WORK TO COMPLETE |
If a line in the records below includes the word "Восточная", count it, then give the total and nothing else.

DATA FOR THIS TASK |
-- Opening Marker --

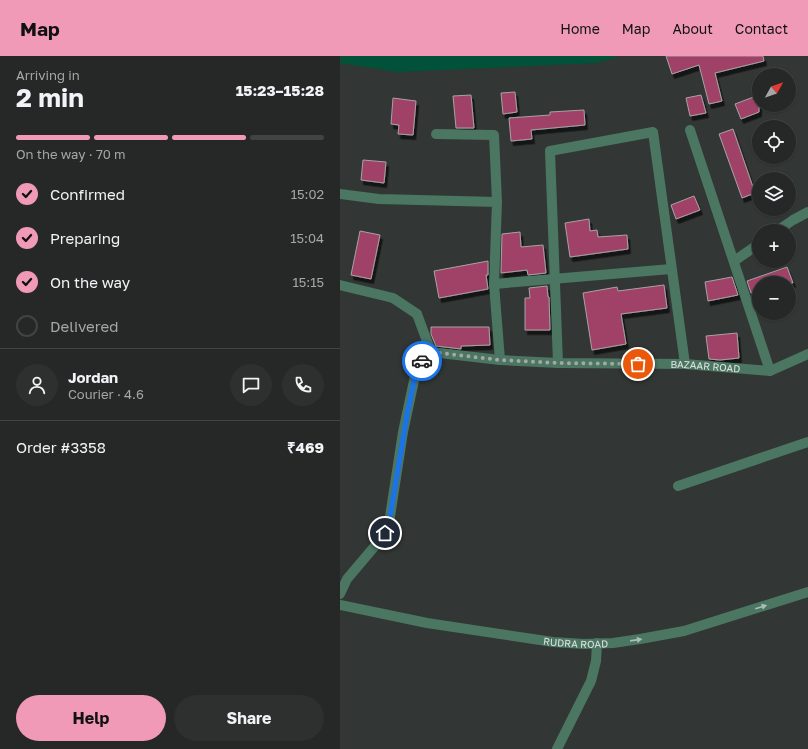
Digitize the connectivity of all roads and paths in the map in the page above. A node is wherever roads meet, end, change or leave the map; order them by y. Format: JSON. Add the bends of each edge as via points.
{"nodes":[{"id":1,"x":690,"y":130,"type":"dead end"},
{"id":2,"x":436,"y":134,"type":"dead end"},
{"id":3,"x":340,"y":194,"type":"edge"},
{"id":4,"x":497,"y":202,"type":"junction"},
{"id":5,"x":808,"y":212,"type":"edge"},
{"id":6,"x":788,"y":224,"type":"edge"},
{"id":7,"x":752,"y":249,"type":"edge"},
{"id":8,"x":734,"y":262,"type":"junction"},
{"id":9,"x":672,"y":269,"type":"junction"},
{"id":10,"x":554,"y":280,"type":"junction"},
{"id":11,"x":494,"y":284,"type":"junction"},
{"id":12,"x":340,"y":285,"type":"edge"},
{"id":13,"x":431,"y":352,"type":"junction"},
{"id":14,"x":808,"y":354,"type":"edge"},
{"id":15,"x":500,"y":360,"type":"junction"},
{"id":16,"x":558,"y":363,"type":"junction"},
{"id":17,"x":685,"y":364,"type":"junction"},
{"id":18,"x":770,"y":371,"type":"junction"},
{"id":19,"x":808,"y":442,"type":"edge"},
{"id":20,"x":678,"y":486,"type":"dead end"},
{"id":21,"x":808,"y":592,"type":"edge"},
{"id":22,"x":340,"y":594,"type":"edge"},
{"id":23,"x":340,"y":605,"type":"edge"},
{"id":24,"x":597,"y":643,"type":"junction"},
{"id":25,"x":557,"y":749,"type":"edge"}],
"edges":[{"from":1,"to":8,"type":"street"},
{"from":2,"to":4,"type":"street","via":[[494,134]]},
{"from":3,"to":4,"type":"street","via":[[378,199]]},
{"from":4,"to":11,"type":"street"},
{"from":5,"to":6,"type":"street"},
{"from":7,"to":8,"type":"street"},
{"from":8,"to":18,"type":"street"},
{"from":9,"to":10,"type":"street"},
{"from":9,"to":10,"type":"street","via":[[653,132],[550,151]]},
{"from":9,"to":17,"type":"street"},
{"from":10,"to":11,"type":"street"},
{"from":10,"to":16,"type":"street"},
{"from":11,"to":15,"type":"street"},
{"from":12,"to":13,"type":"street","via":[[394,298],[416,314]]},
{"from":13,"to":15,"type":"street","name":"BAZAAR ROAD"},
{"from":13,"to":22,"type":"street","via":[[420,364],[415,376],[389,523],[380,540],[350,574]]},
{"from":14,"to":18,"type":"street","name":"BAZAAR ROAD"},
{"from":15,"to":16,"type":"street","name":"BAZAAR ROAD"},
{"from":16,"to":17,"type":"street","name":"BAZAAR ROAD"},
{"from":17,"to":18,"type":"street","name":"BAZAAR ROAD"},
{"from":19,"to":20,"type":"street"},
{"from":24,"to":21,"type":"street","name":"RUDRA ROAD","one_way":true,"via":[[684,631]]},
{"from":23,"to":24,"type":"street","name":"RUDRA ROAD","via":[[434,624],[553,642]]},
{"from":24,"to":25,"type":"street","via":[[591,681]]}]}
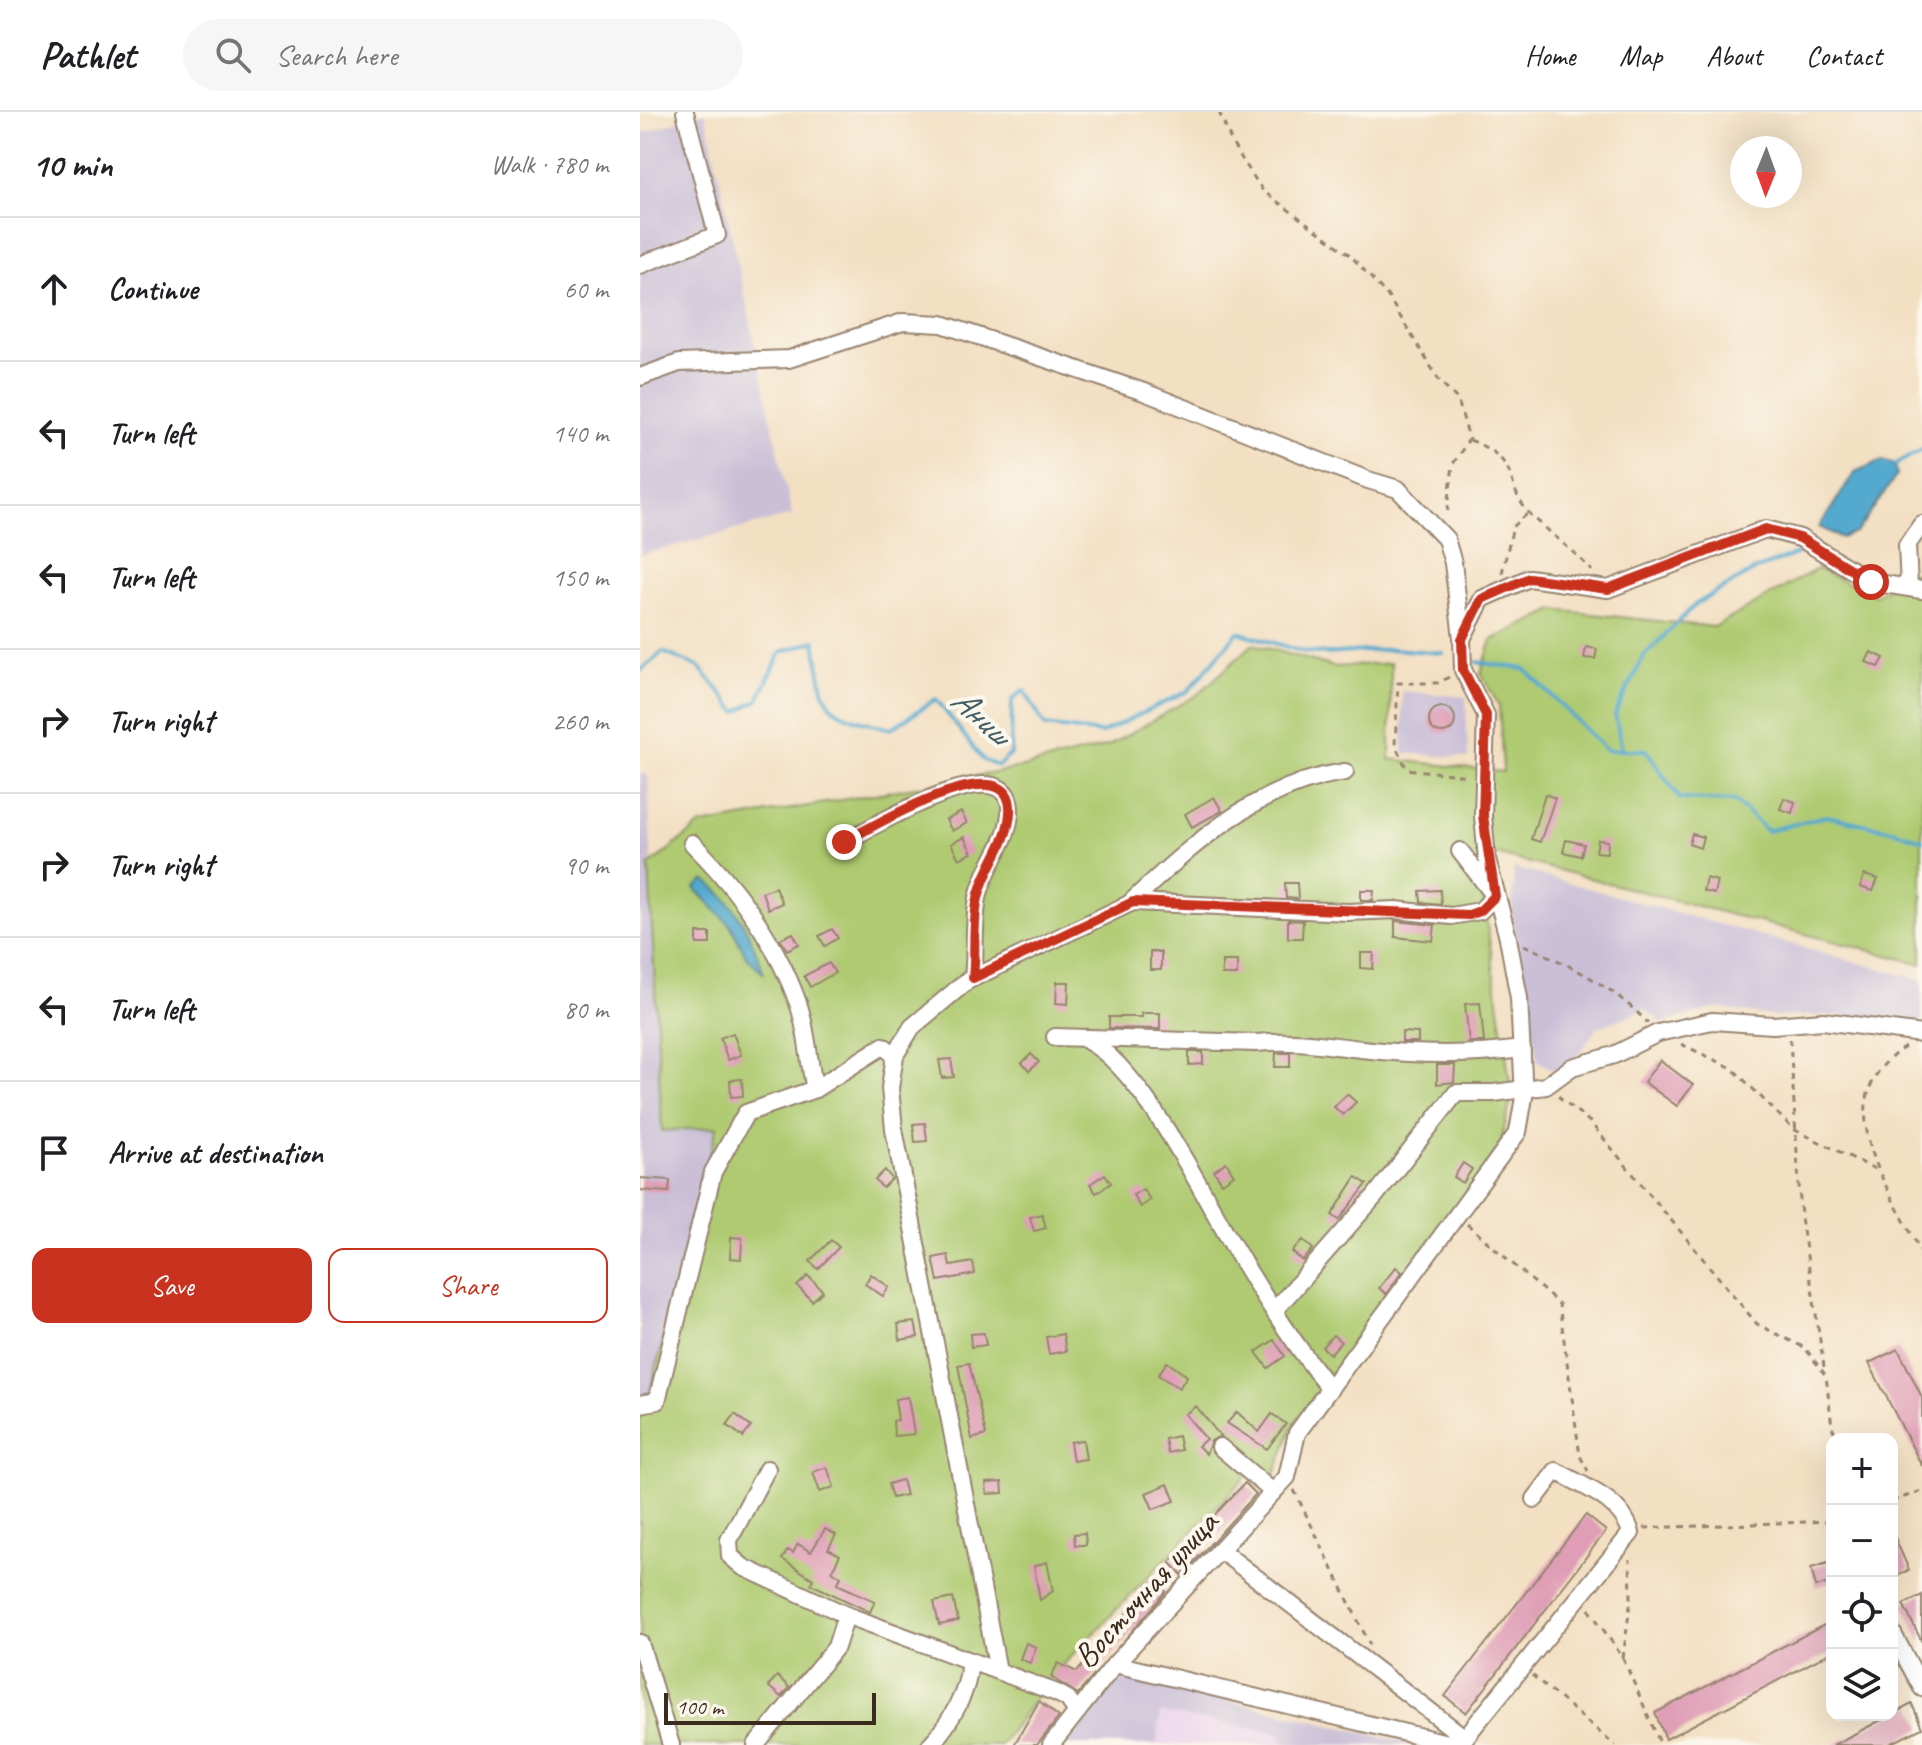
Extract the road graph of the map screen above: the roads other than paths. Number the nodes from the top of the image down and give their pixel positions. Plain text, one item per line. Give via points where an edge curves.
1 (685, 112) edge
2 (640, 265) edge
3 (640, 377) edge
4 (1922, 524) edge
5 (1916, 588) edge
6 (1462, 639) junction
7 (1345, 772) dead end
8 (844, 842) dead end
9 (692, 843) dead end
10 (1460, 851) dead end
11 (1495, 896) junction
12 (1131, 902) junction
13 (973, 978) junction
14 (1922, 1034) edge
15 (1055, 1037) dead end
16 (1083, 1038) junction
17 (1522, 1049) junction
18 (895, 1055) junction
19 (815, 1089) junction
20 (1524, 1093) junction
21 (1274, 1311) junction
22 (1330, 1389) junction
23 (640, 1404) edge
24 (1220, 1447) dead end
25 (767, 1469) dead end
26 (1273, 1492) junction
27 (1535, 1499) dead end
28 (1220, 1550) junction
29 (846, 1615) junction
30 (640, 1643) edge
31 (1898, 1643) edge
32 (969, 1661) junction
33 (1115, 1664) junction
34 (998, 1671) junction
35 (1922, 1688) edge
36 (1077, 1712) junction
37 (1460, 1743) edge
38 (671, 1745) edge
39 (756, 1745) edge
40 (930, 1745) edge
41 (1051, 1745) edge

1 - 2 street via 717,235
3 - 6 street via 679,363 789,359 903,322 942,324 1144,392 1398,489 1446,539
4 - 5 street via 1907,545
5 - 6 street via 1871,582 1800,538 1766,529 1608,589 1529,578 1482,599
6 - 11 street via 1463,670 1486,715 1485,845
7 - 12 street via 1298,781 1235,815
8 - 13 street via 935,795 973,785 1002,792 1010,815 978,895
9 - 19 street via 724,875 767,936 798,1004
10 - 11 street
11 - 12 street via 1480,911 1451,916
11 - 17 street via 1519,998
12 - 13 street
13 - 18 street via 924,1015
14 - 20 street via 1823,1021 1712,1021 1658,1033 1614,1055 1572,1067 1546,1086
15 - 16 street
16 - 17 street via 1290,1040 1479,1055
16 - 21 street via 1118,1064 1180,1151
17 - 20 street
18 - 19 street via 883,1046
18 - 34 street via 890,1088 894,1129
19 - 23 street via 746,1113 732,1136 713,1172 657,1401
20 - 21 street via 1456,1093
20 - 22 street via 1518,1132
21 - 22 street
22 - 26 street, Восточная улица via 1297,1433 1287,1477
24 - 26 street
25 - 29 street via 729,1540 730,1556
26 - 28 street, Восточная улица
27 - 37 street via 1556,1471 1626,1515 1627,1537
28 - 33 street, Восточная улица
28 - 37 street
29 - 32 street
29 - 39 street via 836,1647
30 - 38 street
31 - 35 street
32 - 34 street
32 - 40 street via 970,1672 951,1718
33 - 36 street, Восточная улица
33 - 37 street
34 - 36 street via 1057,1693
36 - 41 street, Восточная улица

-- Closing Marker --

SOLUTION BELOW |
5